### Assignment
In the listing below, locate the lines that hold "Passagem" and copy them.
-- Opening Marker --
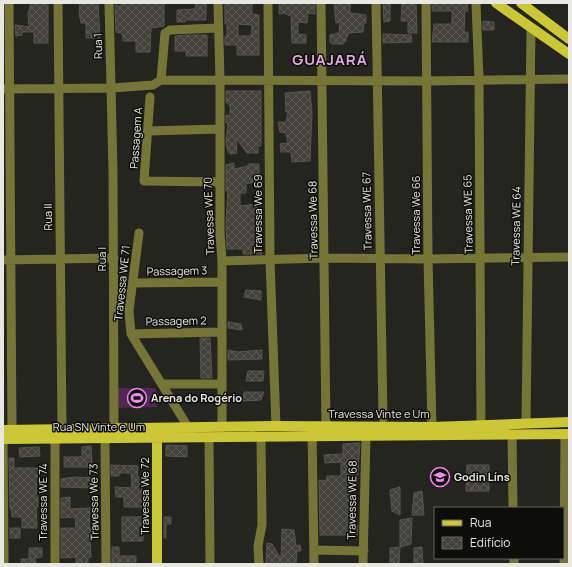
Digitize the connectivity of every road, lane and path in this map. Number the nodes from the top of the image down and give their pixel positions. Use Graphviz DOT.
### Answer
graph roads {
  1 [pos="9,3"];
  2 [pos="58,3"];
  3 [pos="109,3"];
  4 [pos="218,3"];
  5 [pos="268,3"];
  6 [pos="321,3"];
  7 [pos="376,3"];
  8 [pos="426,3"];
  9 [pos="476,3"];
  10 [pos="496,3"];
  11 [pos="521,3"];
  12 [pos="218,28"];
  13 [pos="531,29"];
  14 [pos="569,39"];
  15 [pos="569,54"];
  16 [pos="479,79"];
  17 [pos="531,79"];
  18 [pos="569,79"];
  19 [pos="161,80"];
  20 [pos="220,80"];
  21 [pos="270,80"];
  22 [pos="323,80"];
  23 [pos="376,81"];
  24 [pos="427,81"];
  25 [pos="112,88"];
  26 [pos="6,89"];
  27 [pos="58,89"];
  28 [pos="150,97"];
  29 [pos="219,129"];
  30 [pos="149,131"];
  31 [pos="219,182"];
  32 [pos="139,233"];
  33 [pos="569,257"];
  34 [pos="114,258"];
  35 [pos="325,258"];
  36 [pos="380,258"];
  37 [pos="481,258"];
  38 [pos="527,258"];
  39 [pos="60,259"];
  40 [pos="428,259"];
  41 [pos="7,260"];
  42 [pos="270,260"];
  43 [pos="222,261"];
  44 [pos="222,282"];
  45 [pos="133,283"];
  46 [pos="221,332"];
  47 [pos="131,334"];
  48 [pos="162,384"];
  49 [pos="222,384"];
  50 [pos="383,418"];
  51 [pos="569,422"];
  52 [pos="526,423"];
  53 [pos="276,426"];
  54 [pos="481,426"];
  55 [pos="222,427"];
  56 [pos="432,427"];
  57 [pos="189,428"];
  58 [pos="114,429"];
  59 [pos="8,430"];
  60 [pos="62,430"];
  61 [pos="291,431"];
  62 [pos="326,431"];
  63 [pos="352,431"];
  64 [pos="312,432"];
  65 [pos="157,433"];
  66 [pos="567,434"];
  67 [pos="512,435"];
  68 [pos="366,436"];
  69 [pos="209,437"];
  70 [pos="262,437"];
  71 [pos="194,438"];
  72 [pos="3,439"];
  73 [pos="105,439"];
  74 [pos="55,440"];
  75 [pos="513,507"];
  76 [pos="314,550"];
  77 [pos="364,551"];
  78 [pos="4,564"];
  79 [pos="55,564"];
  80 [pos="106,564"];
  81 [pos="157,564"];
  82 [pos="210,564"];
  83 [pos="259,564"];
  84 [pos="314,564"];
  85 [pos="363,564"];
  86 [pos="564,564"];
  1 -- 26 [label="street"];
  2 -- 27 [label="street, Rua II"];
  3 -- 25 [label="street, Rua 1"];
  4 -- 12 [label="street, Travessa WE 70"];
  5 -- 21 [label="street, Travessa We 69"];
  6 -- 22 [label="street, Travessa We 68"];
  7 -- 23 [label="street, Travessa WE 67"];
  8 -- 24 [label="street, Travessa We 66"];
  9 -- 16 [label="street, Travessa WE 65"];
  10 -- 13 [label="main road"];
  11 -- 14 [label="main road"];
  12 -- 19 [label="street"];
  12 -- 20 [label="street, Travessa WE 70"];
  13 -- 15 [label="main road"];
  13 -- 17 [label="street, Travessa WE 64"];
  16 -- 17 [label="street"];
  16 -- 24 [label="street"];
  16 -- 37 [label="street, Travessa WE 65"];
  17 -- 18 [label="street"];
  17 -- 38 [label="street, Travessa WE 64"];
  19 -- 20 [label="street"];
  19 -- 25 [label="street"];
  20 -- 21 [label="street"];
  20 -- 29 [label="street, Travessa WE 70"];
  21 -- 22 [label="street"];
  21 -- 42 [label="street, Travessa We 69"];
  22 -- 23 [label="street"];
  22 -- 35 [label="street, Travessa We 68"];
  23 -- 24 [label="street"];
  23 -- 36 [label="street, Travessa WE 67"];
  24 -- 40 [label="street, Travessa We 66"];
  25 -- 27 [label="street"];
  25 -- 34 [label="street, Rua I"];
  26 -- 27 [label="street"];
  26 -- 41 [label="street"];
  27 -- 39 [label="street, Rua II"];
  28 -- 30 [label="street, Passagem A"];
  29 -- 30 [label="street"];
  29 -- 31 [label="street, Travessa WE 70"];
  30 -- 31 [label="street, Passagem A"];
  31 -- 43 [label="street, Travessa WE 70"];
  32 -- 45 [label="street, Travessa WE 71"];
  33 -- 38 [label="street"];
  34 -- 39 [label="street"];
  34 -- 58 [label="street, Rua I"];
  35 -- 36 [label="street"];
  35 -- 42 [label="street"];
  35 -- 62 [label="street, Travessa We 68"];
  36 -- 40 [label="street"];
  36 -- 50 [label="street, Travessa WE 67"];
  37 -- 38 [label="street"];
  37 -- 40 [label="street"];
  37 -- 54 [label="street, Travessa WE 65"];
  38 -- 52 [label="street, Travessa WE 64"];
  39 -- 41 [label="street"];
  39 -- 60 [label="street, Rua II"];
  40 -- 56 [label="street, Travessa We 66"];
  41 -- 59 [label="street"];
  42 -- 43 [label="street"];
  42 -- 53 [label="street, Travessa We 69"];
  43 -- 44 [label="street, Travessa WE 70"];
  44 -- 45 [label="street, Passagem 3"];
  44 -- 46 [label="street, Travessa WE 70"];
  45 -- 47 [label="street, Travessa WE 71"];
  46 -- 47 [label="street, Passagem 2"];
  46 -- 49 [label="street, Travessa WE 70"];
  47 -- 48 [label="street, Travessa WE 71"];
  48 -- 49 [label="street"];
  48 -- 57 [label="street, Travessa WE 71"];
  49 -- 55 [label="street, Travessa WE 70"];
  51 -- 52 [label="main road, Travessa Vinte e Um"];
  52 -- 54 [label="main road, Travessa Vinte e Um"];
  53 -- 55 [label="main road, Travessa Vinte e Um"];
  53 -- 61 [label="main road, Travessa Vinte e Um"];
  54 -- 56 [label="main road, Travessa Vinte e Um"];
  55 -- 57 [label="main road, Travessa Vinte e Um"];
  56 -- 63 [label="main road, Travessa Vinte e Um"];
  57 -- 65 [label="main road, Rua SN Vinte e Um"];
  57 -- 71 [label="street, Travessa WE 71"];
  58 -- 60 [label="main road, Rua SN Vinte e Um"];
  58 -- 65 [label="main road, Rua SN Vinte e Um"];
  59 -- 60 [label="main road, Rua SN Vinte e Um"];
  61 -- 64 [label="main road, Travessa Vinte e Um"];
  61 -- 70 [label="main road, Travessa Vinte e Um"];
  62 -- 63 [label="main road, Travessa Vinte e Um"];
  62 -- 64 [label="main road, Travessa Vinte e Um"];
  63 -- 68 [label="main road, Travessa Vinte e Um"];
  64 -- 76 [label="street"];
  65 -- 71 [label="main road, Rua SN Vinte e Um"];
  65 -- 73 [label="main road, Rua SN Vinte e Um"];
  65 -- 81 [label="main road, Travessa We 72"];
  66 -- 67 [label="main road, Travessa Vinte e Um"];
  66 -- 86 [label="street"];
  67 -- 68 [label="main road, Travessa Vinte e Um"];
  67 -- 75 [label="street"];
  68 -- 77 [label="street, Travessa WE 68"];
  69 -- 70 [label="main road, Travessa Vinte e Um"];
  69 -- 71 [label="main road, Travessa Vinte e Um"];
  69 -- 82 [label="street"];
  70 -- 83 [label="street"];
  72 -- 74 [label="main road, Rua SN Vinte e Um"];
  72 -- 78 [label="street"];
  73 -- 74 [label="main road, Rua SN Vinte e Um"];
  73 -- 80 [label="street, Travessa We 73"];
  74 -- 79 [label="street, Travessa WE 74"];
  76 -- 77 [label="street"];
  76 -- 84 [label="street"];
  77 -- 85 [label="street, Travessa WE 68"];
}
-- Closing Marker --
### Finished exercise
  28 -- 30 [label="street, Passagem A"];
  30 -- 31 [label="street, Passagem A"];
  44 -- 45 [label="street, Passagem 3"];
  46 -- 47 [label="street, Passagem 2"];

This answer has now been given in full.